Los comandos trabajaban con soltura y sin apenas supervisión de sus superiores. El coronel los contempló unos instantes desde el centro del campamento, mascando una bola de hojas de grindelia. Luego soltó un gruñido de satisfacción y dejó que sus soldados continuaran con su tarea mientras él enfilaba hacia el borde del campamento, en dirección a la figura arrodillada del diplomático.
—¿De modo que es esto? —inquirió con su voz áspera, arrodillándose junto al arbusto con bayas que el joven estaba examinando detenidamente.
Ché no desvió un ápice su mirada intensa del arbusto. Iba ataviado únicamente con un coselete de cuero y una pesada capa de lana cenicienta.
—En efecto —respondió, ciñéndose la capa alrededor del cuerpo.
El coronel Cassus se acercó una baya al rostro sin arrancarla de la rama.
—Es increíble. Parecen calaveras pintadas —comentó el oficial respecto a las manchitas blancas en la superficie del fruto—. Yo no quisiera me atrevería a meterme esto en la boca.
—No me lo como. Tengo que prepararlo correctamente y aplicarme el jugo en la frente.

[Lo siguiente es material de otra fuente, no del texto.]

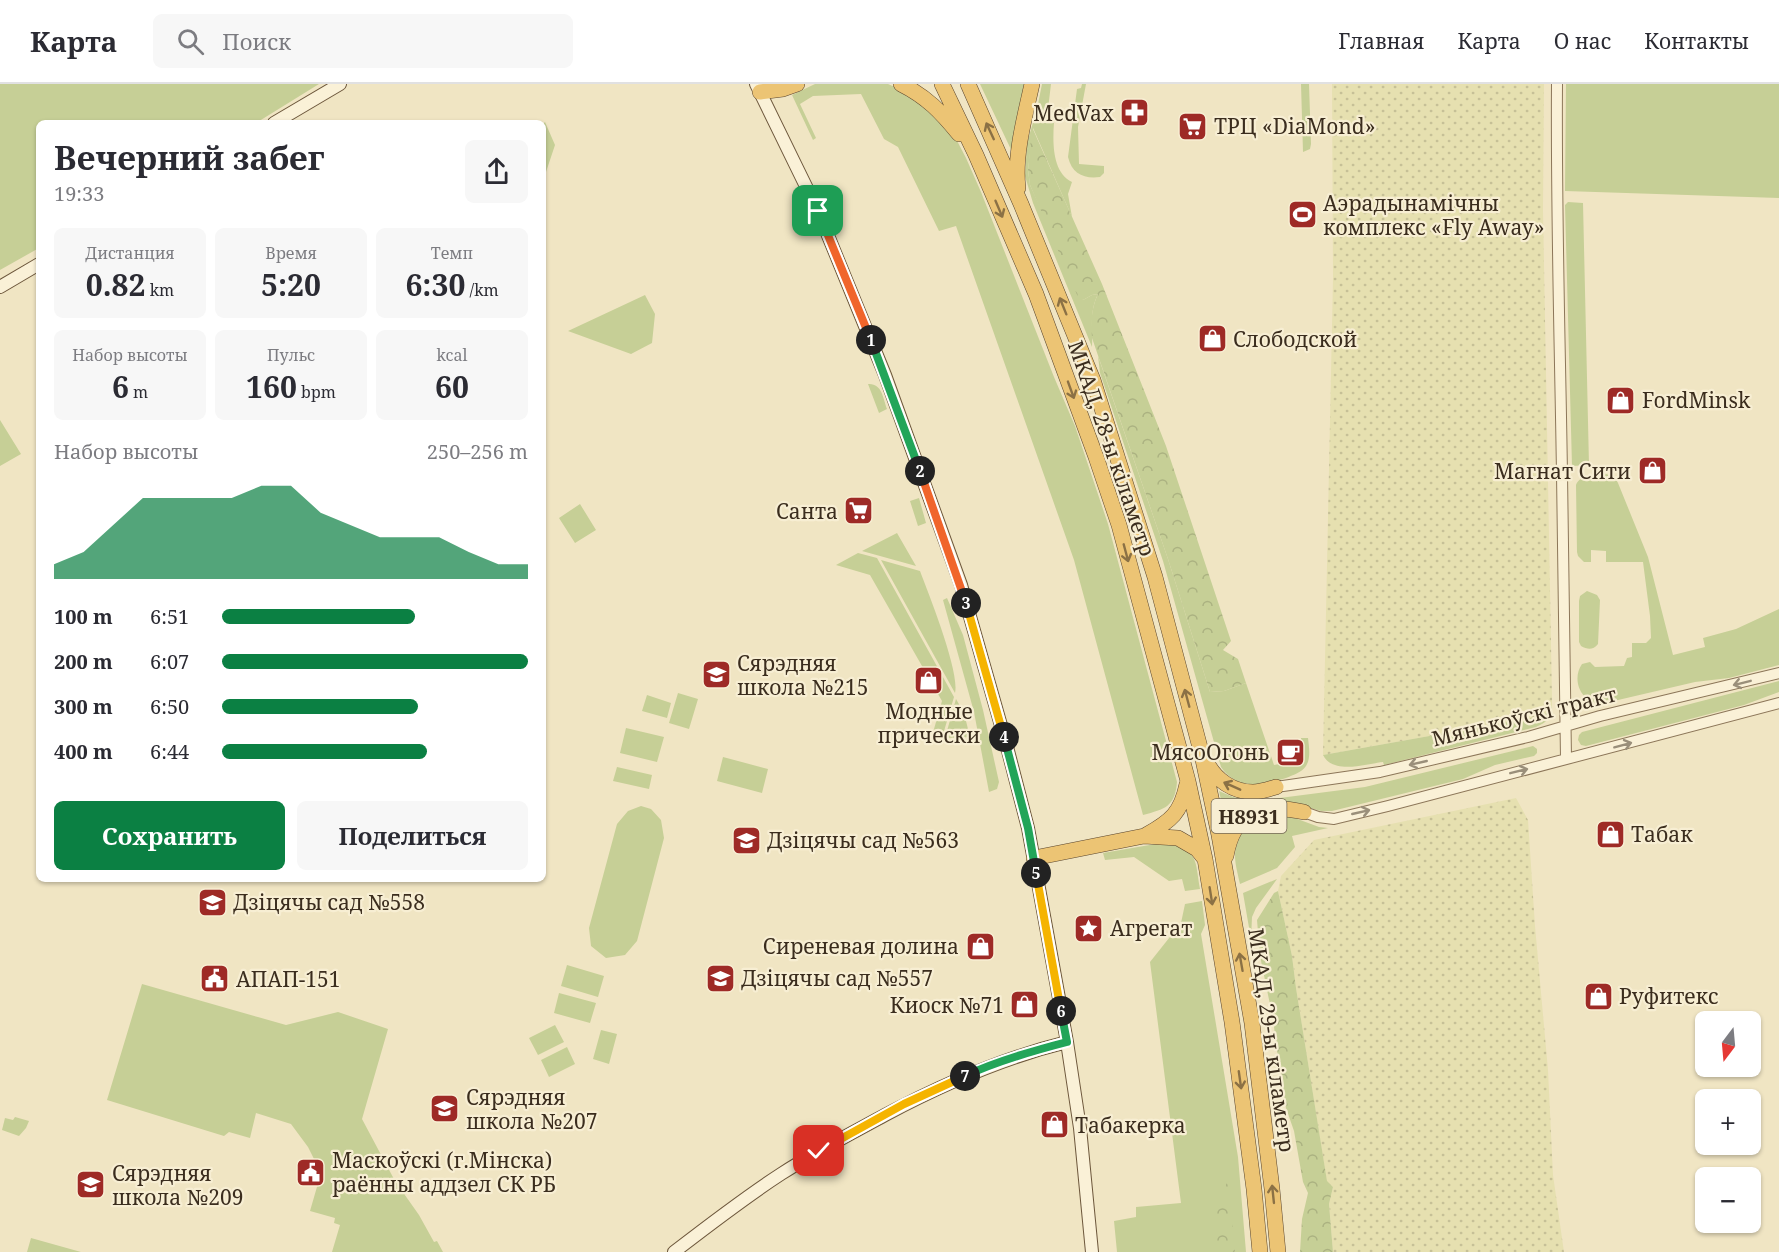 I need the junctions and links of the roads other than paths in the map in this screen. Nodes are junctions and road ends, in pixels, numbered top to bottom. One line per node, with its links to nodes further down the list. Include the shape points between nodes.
1 (340, 84): 9 (main road)
2 (797, 84): 8 (highway, via 783,89)
3 (901, 84): 10 (highway, via 935,106)
4 (942, 84): 10 (highway, МКАД, 28-ы кіламетр)
5 (968, 84): 11 (highway, МКАД, 28-ы кіламетр, one-way to 5)
6 (1032, 84): 11 (highway, via 1018,165)
7 (1557, 84): 16 (street)
8 (761, 87): 25 (main road, via 837,256 943,533 1006,743)
9 (279, 120)
10 (976, 155): 19 (highway, МКАД, 28-ы кіламетр, one-way to 19, via 1036,294 1096,457 1119,525)
11 (1021, 204): 17 (highway, МКАД, 28-ы кіламетр, one-way to 11, via 1155,577 1093,380)
12 (36, 266): 13 (main road)
13 (0, 287)
14 (1779, 673): 16 (street, Мянькоўскі тракт / Н8931, one-way to 16)
15 (1779, 703): 18 (street, Н8931, one-way to 15)
16 (1565, 727): 18 (street); 20 (street, Мянькоўскі тракт / Н8931, one-way to 20, via 1380,772)
17 (1202, 755): 20 (highway, Н8931, one-way to 17, via 1254,792 1233,788 1216,776); 22 (highway, МКАД, 28-ы кіламетр)
18 (1566, 759): 21 (street, Н8931, one-way to 18, via 1334,819)
19 (1188, 781): 23 (highway, via 1174,816); 24 (highway, МКАД, 28-ы кіламетр)
20 (1276, 787)
21 (1304, 812): 27 (highway, Н8931, via 1274,808 1260,810 1240,821 1228,841)
22 (1219, 835): 27 (highway, МКАД, 29-ы кіламетр)
23 (1144, 836): 25 (highway); 26 (highway, via 1178,838)
24 (1200, 839): 26 (highway, МКАД, 29-ы кіламетр)
25 (1034, 858): 28 (main road)
26 (1205, 859): 31 (highway, МКАД, 29-ы кіламетр, one-way to 31, via 1232,1022)
27 (1224, 865): 32 (highway, МКАД, 29-ы кіламетр, one-way to 27, via 1252,1023)
28 (1067, 1042): 29 (main road, via 984,1067 904,1104 783,1173); 30 (main road)
29 (674, 1252)
30 (1092, 1252)
31 (1260, 1252)
32 (1278, 1252) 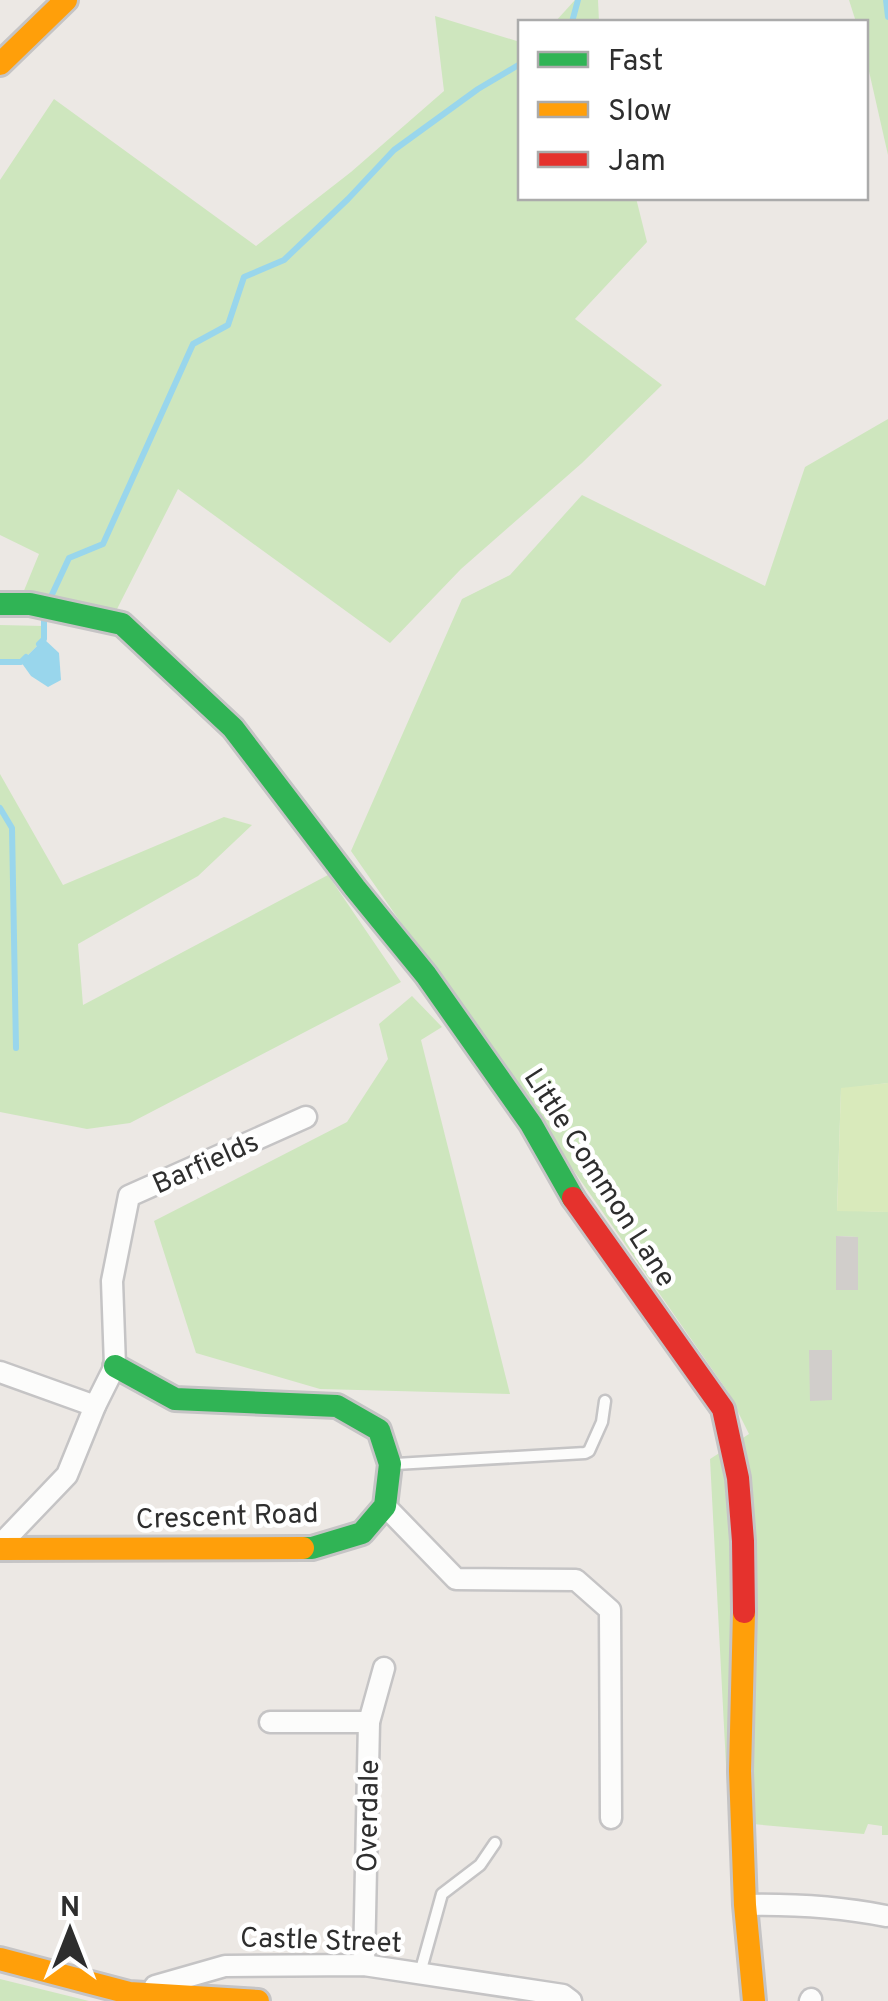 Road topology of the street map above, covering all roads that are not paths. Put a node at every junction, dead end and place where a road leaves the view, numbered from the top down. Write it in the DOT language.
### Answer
graph roads {
  1 [pos="66,0"];
  2 [pos="0,64"];
  3 [pos="0,604"];
  4 [pos="306,1117"];
  5 [pos="115,1366"];
  6 [pos="0,1372"];
  7 [pos="605,1401"];
  8 [pos="95,1406"];
  9 [pos="390,1464"];
  10 [pos="385,1506"];
  11 [pos="0,1547"];
  12 [pos="384,1668"];
  13 [pos="270,1722"];
  14 [pos="369,1722"];
  15 [pos="611,1818"];
  16 [pos="495,1843"];
  17 [pos="745,1906"];
  18 [pos="886,1916"];
  19 [pos="0,1959"];
  20 [pos="364,1965"];
  21 [pos="420,1973"];
  22 [pos="129,1994"];
  23 [pos="258,2001"];
  24 [pos="571,2001"];
  25 [pos="754,2001"];
  1 -- 2 [label="street"];
  3 -- 17 [label="street, Little Common Lane"];
  4 -- 5 [label="street, Barfields"];
  5 -- 8 [label="street, Barfields"];
  5 -- 9 [label="street"];
  6 -- 8 [label="street"];
  7 -- 9 [label="lane"];
  8 -- 11 [label="street, Barfields"];
  9 -- 10 [label="street"];
  10 -- 11 [label="street, Crescent Road"];
  10 -- 15 [label="street"];
  12 -- 14 [label="street, Overdale"];
  13 -- 14 [label="street"];
  14 -- 20 [label="street, Overdale"];
  16 -- 21 [label="lane"];
  17 -- 18 [label="street"];
  17 -- 25 [label="street, Little Common Lane"];
  19 -- 22 [label="street"];
  20 -- 21 [label="street, Castle Street"];
  20 -- 22 [label="street, Castle Street"];
  21 -- 24 [label="street, Castle Street"];
  22 -- 23 [label="street"];
} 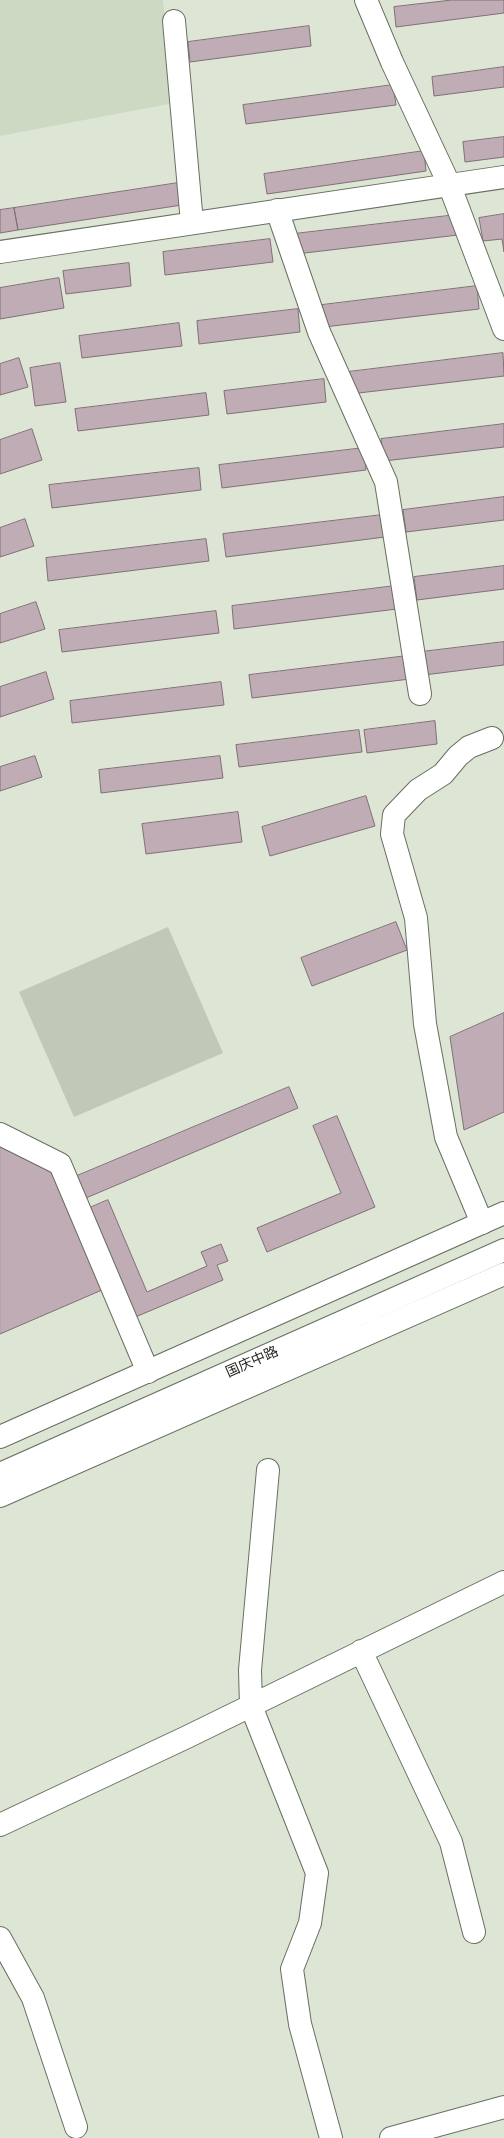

El coronel sostuvo la baya entre los dedos durante unos segundos y luego la soltó. El arbusto se agitó. Cassus se levantó y contempló al hombre agachado a su lado. Ché no levantó la mirada.
—¿Cuándo lo harás?
Un gesto apenas perceptible torció fugazmente el rostro del joven, que recuperó su expresión previa antes de que Cassus tuviera tiempo para interpretarlo. El oficial se preguntó de nuevo qué sería lo que inquietaba tanto al diplomático. Le gustaba considerarse un hombre perspicaz y sabía que a su guía le atormentaba algo; lo atenazaba una inquietud que no hacía más que crecer según se acercaban a su objetivo. «Preferiría no estar aquí haciendo esto», solía pensar Cassus.